I'd like the records transcribed exactly, leaving the images out.

SUPPLIED RECORDS:
####

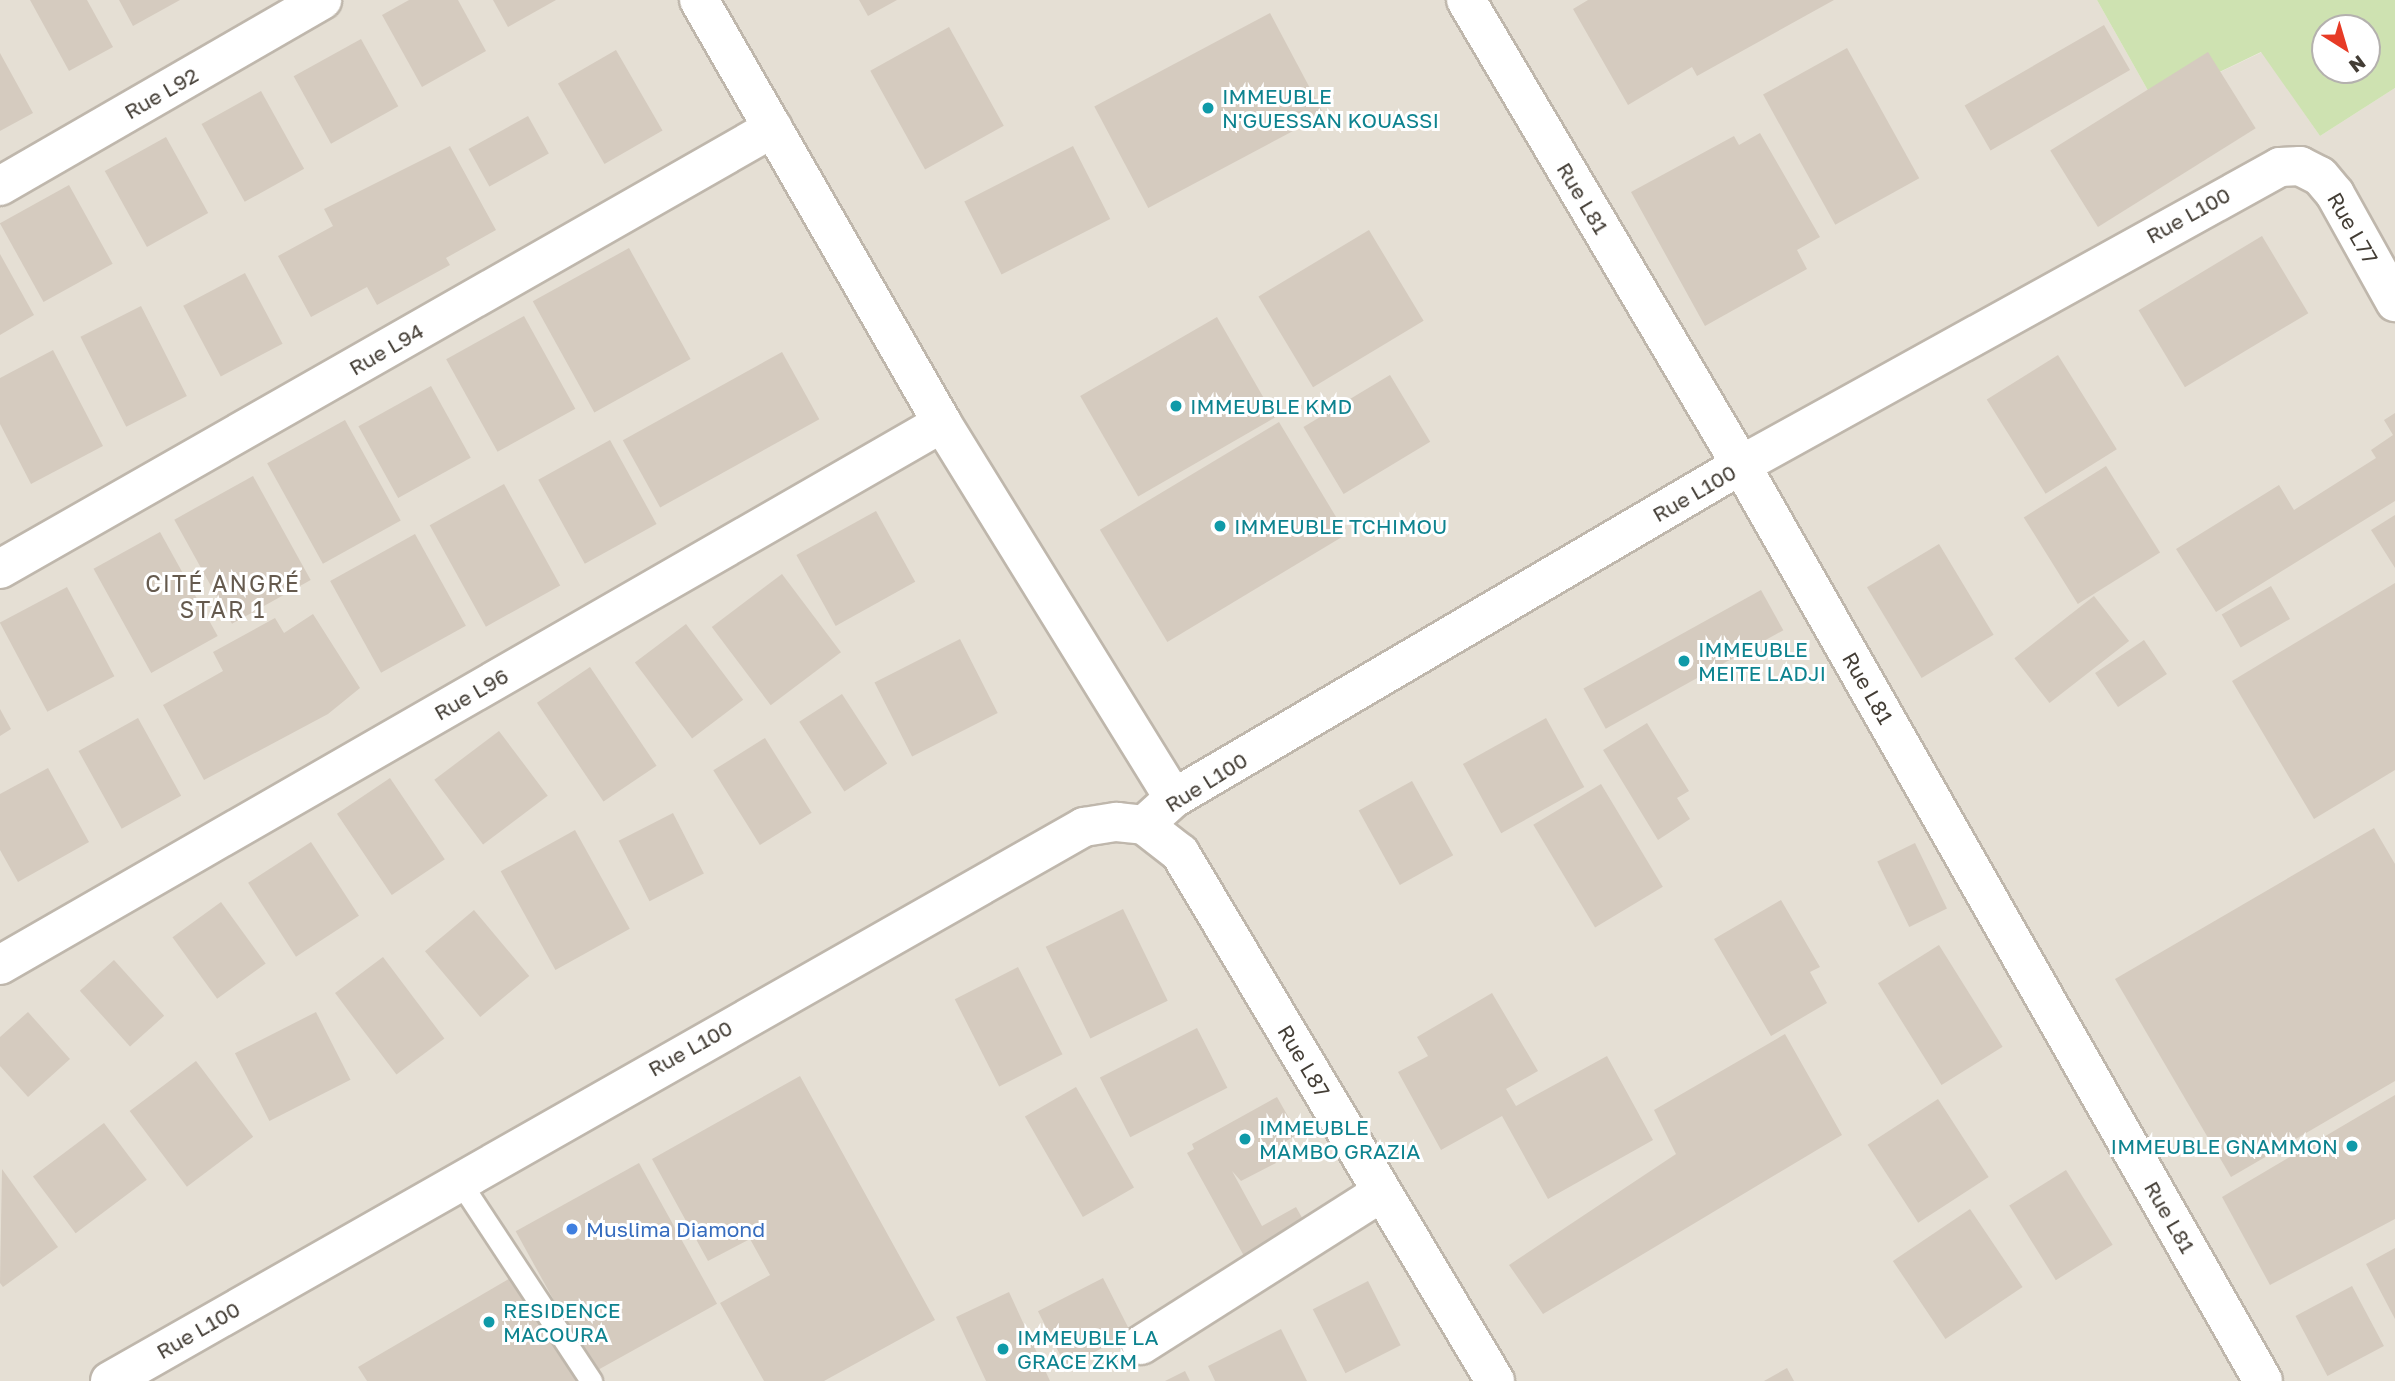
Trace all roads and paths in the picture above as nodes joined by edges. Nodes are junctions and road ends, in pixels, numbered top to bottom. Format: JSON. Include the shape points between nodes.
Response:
{"nodes":[{"id":1,"x":322,"y":0,"type":"edge"},
{"id":2,"x":699,"y":0,"type":"edge"},
{"id":3,"x":1466,"y":0,"type":"edge"},
{"id":4,"x":772,"y":128,"type":"junction"},
{"id":5,"x":2300,"y":166,"type":"joint"},
{"id":6,"x":0,"y":186,"type":"edge"},
{"id":7,"x":2395,"y":302,"type":"edge"},
{"id":8,"x":942,"y":423,"type":"junction"},
{"id":9,"x":1741,"y":465,"type":"junction"},
{"id":10,"x":0,"y":569,"type":"edge"},
{"id":11,"x":1174,"y":798,"type":"junction"},
{"id":12,"x":1144,"y":825,"type":"junction"},
{"id":13,"x":0,"y":965,"type":"edge"},
{"id":14,"x":458,"y":1179,"type":"junction"},
{"id":15,"x":1382,"y":1192,"type":"junction"},
{"id":16,"x":1141,"y":1345,"type":"dead end"},
{"id":17,"x":110,"y":1381,"type":"edge"},
{"id":18,"x":591,"y":1381,"type":"edge"},
{"id":19,"x":1495,"y":1381,"type":"edge"},
{"id":20,"x":2263,"y":1381,"type":"edge"}],
"edges":[{"from":1,"to":6,"type":"street","name":"Rue L92"},
{"from":2,"to":4,"type":"street"},
{"from":3,"to":9,"type":"street","name":"Rue L81"},
{"from":4,"to":8,"type":"street"},
{"from":4,"to":10,"type":"street","name":"Rue L94"},
{"from":5,"to":7,"type":"street","name":"Rue L77","via":[[2320,176],[2335,194]]},
{"from":5,"to":9,"type":"street","name":"Rue L100","via":[[2256,177]]},
{"from":8,"to":11,"type":"street"},
{"from":8,"to":13,"type":"street","name":"Rue L96"},
{"from":9,"to":11,"type":"street","name":"Rue L100"},
{"from":9,"to":20,"type":"street","name":"Rue L81"},
{"from":11,"to":12,"type":"street","name":"Rue L100"},
{"from":12,"to":14,"type":"street","name":"Rue L100","via":[[1084,827]]},
{"from":12,"to":15,"type":"street","name":"Rue L87","via":[[1180,853]]},
{"from":14,"to":17,"type":"street","name":"Rue L100"},
{"from":14,"to":18,"type":"lane"},
{"from":15,"to":16,"type":"street"},
{"from":15,"to":19,"type":"street","name":"Rue L87"}]}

####

RESULT OF THIS TASK:
Trace all roads and paths in the picture above as nodes joined by edges. Nodes are junctions and road ends, in pixels, numbered top to bottom. Format: JSON. Include the shape points between nodes.
Response:
{"nodes":[{"id":1,"x":322,"y":0,"type":"edge"},
{"id":2,"x":699,"y":0,"type":"edge"},
{"id":3,"x":1466,"y":0,"type":"edge"},
{"id":4,"x":772,"y":128,"type":"junction"},
{"id":5,"x":2300,"y":166,"type":"joint"},
{"id":6,"x":0,"y":186,"type":"edge"},
{"id":7,"x":2395,"y":302,"type":"edge"},
{"id":8,"x":942,"y":423,"type":"junction"},
{"id":9,"x":1741,"y":465,"type":"junction"},
{"id":10,"x":0,"y":569,"type":"edge"},
{"id":11,"x":1174,"y":798,"type":"junction"},
{"id":12,"x":1144,"y":825,"type":"junction"},
{"id":13,"x":0,"y":965,"type":"edge"},
{"id":14,"x":458,"y":1179,"type":"junction"},
{"id":15,"x":1382,"y":1192,"type":"junction"},
{"id":16,"x":1141,"y":1345,"type":"dead end"},
{"id":17,"x":110,"y":1381,"type":"edge"},
{"id":18,"x":591,"y":1381,"type":"edge"},
{"id":19,"x":1495,"y":1381,"type":"edge"},
{"id":20,"x":2263,"y":1381,"type":"edge"}],
"edges":[{"from":1,"to":6,"type":"street","name":"Rue L92"},
{"from":2,"to":4,"type":"street"},
{"from":3,"to":9,"type":"street","name":"Rue L81"},
{"from":4,"to":8,"type":"street"},
{"from":4,"to":10,"type":"street","name":"Rue L94"},
{"from":5,"to":7,"type":"street","name":"Rue L77","via":[[2320,176],[2335,194]]},
{"from":5,"to":9,"type":"street","name":"Rue L100","via":[[2256,177]]},
{"from":8,"to":11,"type":"street"},
{"from":8,"to":13,"type":"street","name":"Rue L96"},
{"from":9,"to":11,"type":"street","name":"Rue L100"},
{"from":9,"to":20,"type":"street","name":"Rue L81"},
{"from":11,"to":12,"type":"street","name":"Rue L100"},
{"from":12,"to":14,"type":"street","name":"Rue L100","via":[[1084,827]]},
{"from":12,"to":15,"type":"street","name":"Rue L87","via":[[1180,853]]},
{"from":14,"to":17,"type":"street","name":"Rue L100"},
{"from":14,"to":18,"type":"lane"},
{"from":15,"to":16,"type":"street"},
{"from":15,"to":19,"type":"street","name":"Rue L87"}]}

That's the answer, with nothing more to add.